Stationarity, discrete-translation operator, and the power spectral density matrix

Question

Let $\mathbf{T}$ be the translation operator/matrix in discrete-time domain which can be written as $\mathbf{T} = \mathbf{\Phi} \mathbf{P} \mathbf{\Phi}^*$ where $\mathbf{P} = \exp(-i Diag([w_0, w_1, \ldots, w_M]))$ is a diagonal matrix where $w_k= 2\pi(k-1)/M$. We know that the stochastic signal $\mathbf{x}$ is called wide-sense stationary (WSS) w.r.t. the translation operator on in discrete-time domain $\mathbf{T}$ if and only if for all $r$:

${\mathbf R}_{\mathbf{x}} = \mathbb{E}[\mathbf{x}\mathbf{x}^{*}] = \mathbb{E}\big[(\mathbf{T}^{r} \mathbf{x})\big(\mathbf{T}^{r} \mathbf{x}\big)^{*}\big].$

We need to show that: a process in second-order moment is WSS if and only if \begin{align} {\mathbf R}_{{\mathbf{x}}} = \mathbf{\Phi} {\mathbf S}_{{\mathbf{x}}} \mathbf{\Phi}^{*}, \end{align} where $\mathbf{S}_{\mathbf x}$ is a diagonal matrix with non-negative entries on its main diagonal and $\mathbf{\Phi}^{*}$ is the DFT matrix.

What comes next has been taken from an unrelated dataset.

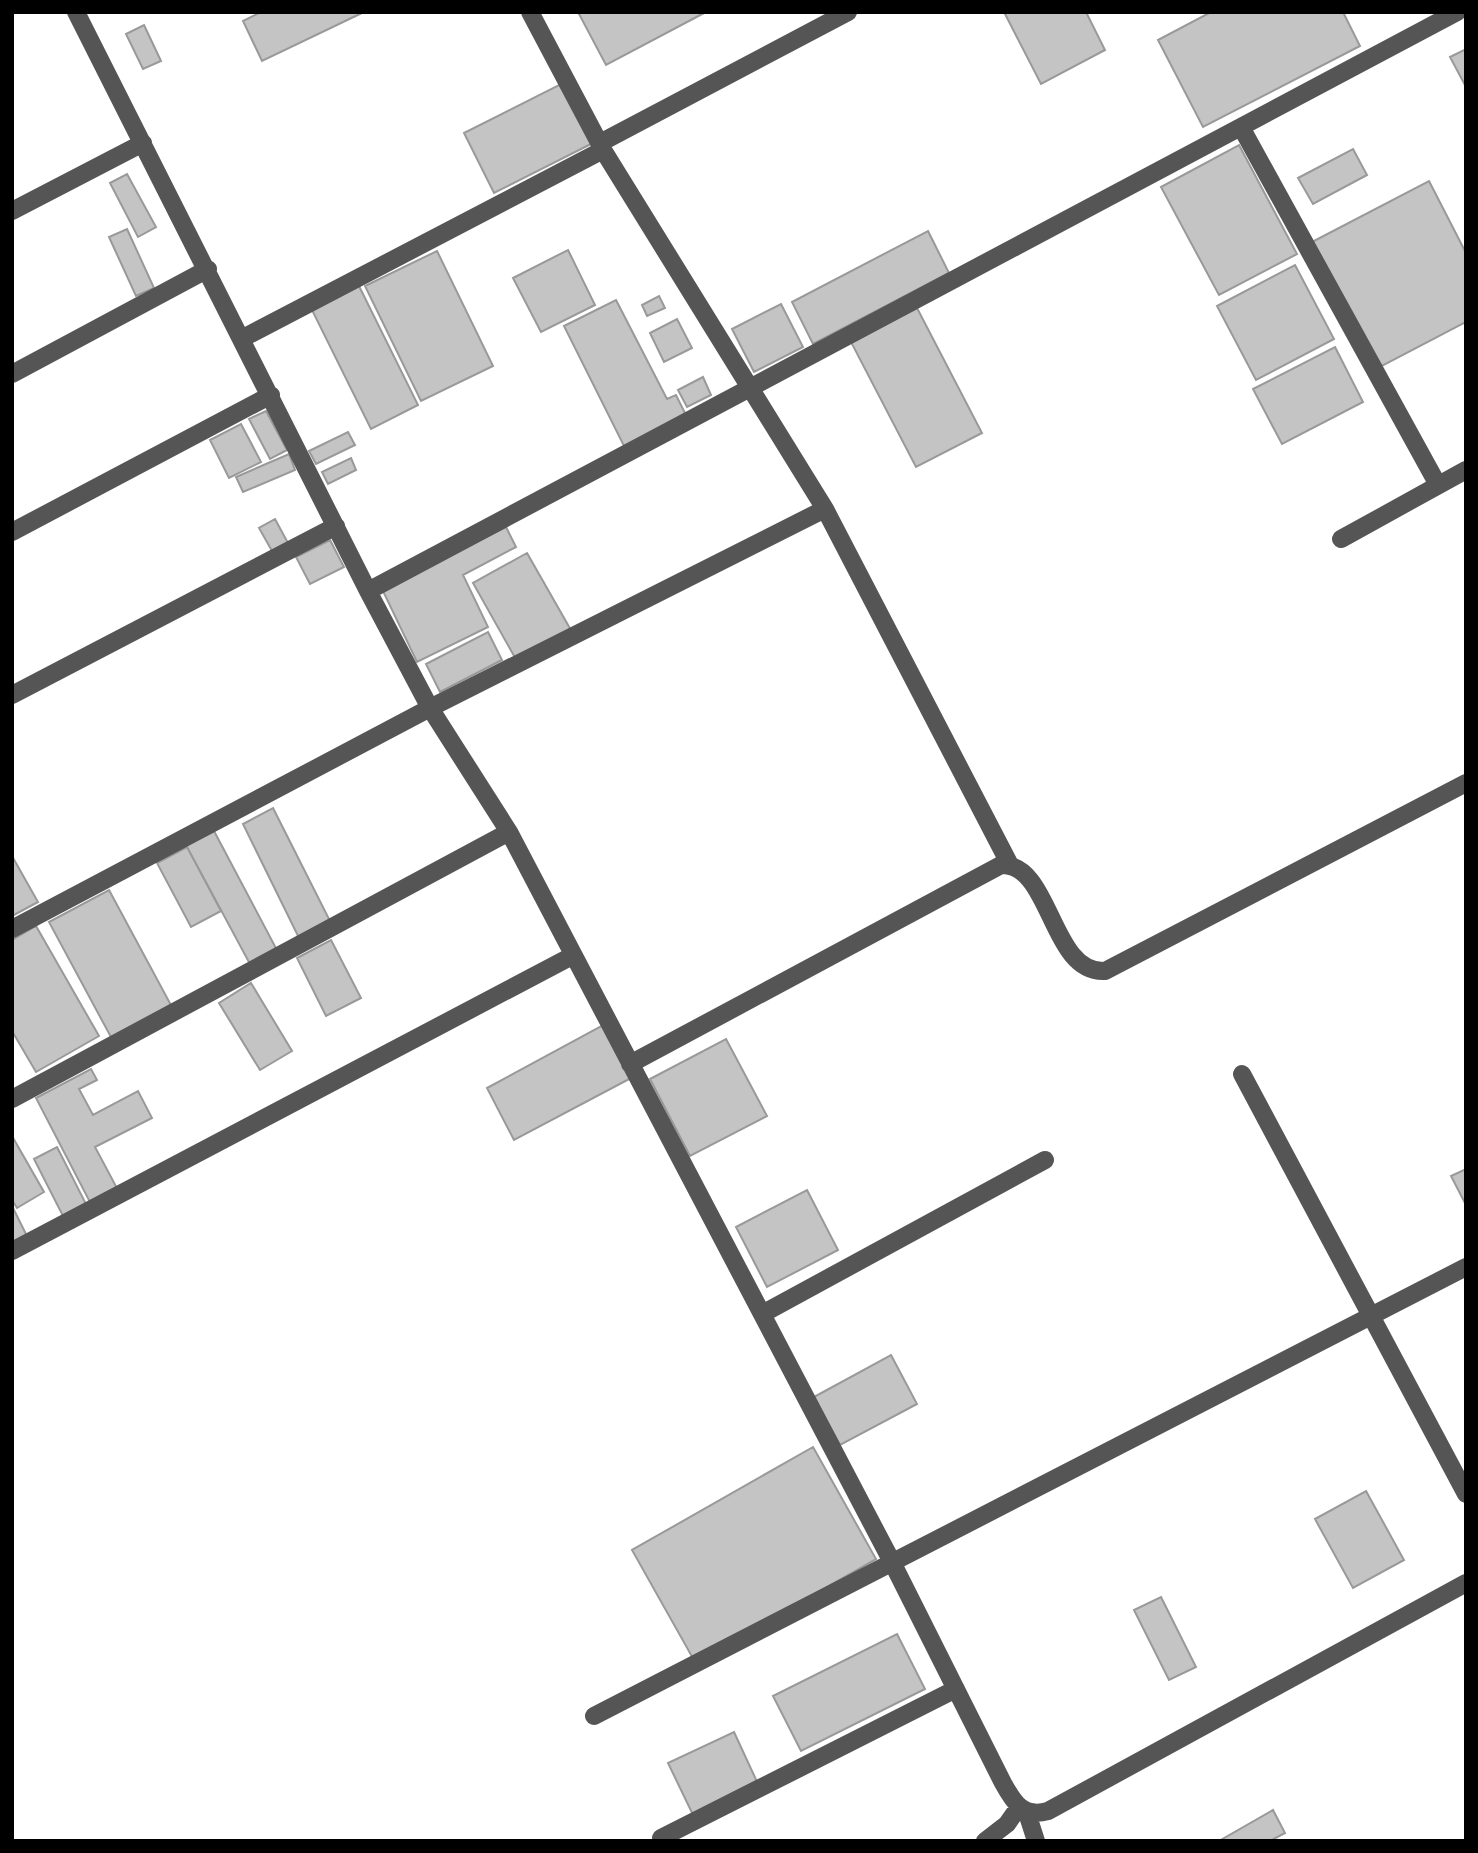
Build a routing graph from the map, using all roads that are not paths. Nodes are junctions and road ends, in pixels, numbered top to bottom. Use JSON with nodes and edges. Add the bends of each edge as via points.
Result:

Proof: We can write for the power spectral density matrix as \begin{equation} {\mathbf S}_{{\mathbf{x}}} = \mathbb{E}[\widehat{\mathbf{x}}\widehat{\mathbf{x}}^{*}] = \mathbf{\Phi}^{*}\mathbb{E}[{\mathbf{x}}{\mathbf{x}}^{*}]\mathbf{\Phi} = \mathbf{\Phi}^{*}{\mathbf R}_{{\mathbf{x}}}\mathbf{\Phi}, \end{equation} and hence $ {\mathbf R}_{{\mathbf{x}}} = \mathbf{\Phi} {\mathbf S}_{{\mathbf{x}}} \mathbf{\Phi}^{*}. $ Via the condition above for WSS signal, one can obtain \begin{equation} \begin{split} {\mathbf R}_{\mathbf{x}} = \mathbb{E}[{\mathbf{x}}{\mathbf{x}}^{*}] &= \mathbb{E}\big[\big({\mathbf{T}^{r}\mathbf{x}}\big) \big(\mathbf{T}^{r}{\mathbf{x}}\big)^{*}\big] \\ &= \mathbf{T}^{r} \mathbb{E}[{\mathbf{x}}{\mathbf{x}}^{*}] \mathbf{T}^{{-r}}. \end{split} \end{equation} On can easily obtain \begin{align} \begin{split} {\mathbf S}_{{\mathbf{x}}} &= \big(\mathbf{\Phi}^{*} \mathbf{T}^{r} \mathbf{\Phi}\big) {\mathbf S}_{{\mathbf{x}}} \big(\mathbf{\Phi}^{*} \mathbf{T}^{r}\mathbf{\Phi}\big)^{-1} \\ &= \mathbf{P}^{r} {\mathbf S}_{{\mathbf{x}}} \mathbf{P}^{-r}, \end{split} \end{align} I just get confused here. How we can say from this that ${\mathbf S}_{{\mathbf{x}}}$ is diagonal which is a well-known fact in signal processing?

Answer 1

Given the definition of the correlation matrix $\mathbf{R}_{\mathbf{x}}$ here, I am assuming that $\mathsf{E}[\mathbf{x}] = \mathbf{0}$. I do this because the correlation matrix is usually defined as $\mathsf{E}[(\mathbf{x} - \mathsf{E}[\mathbf{x}])(\mathbf{x} - \mathsf{E}[\mathbf{x}])^{\dagger}]$, where $\dagger$ indicates complex conjugate tranpose.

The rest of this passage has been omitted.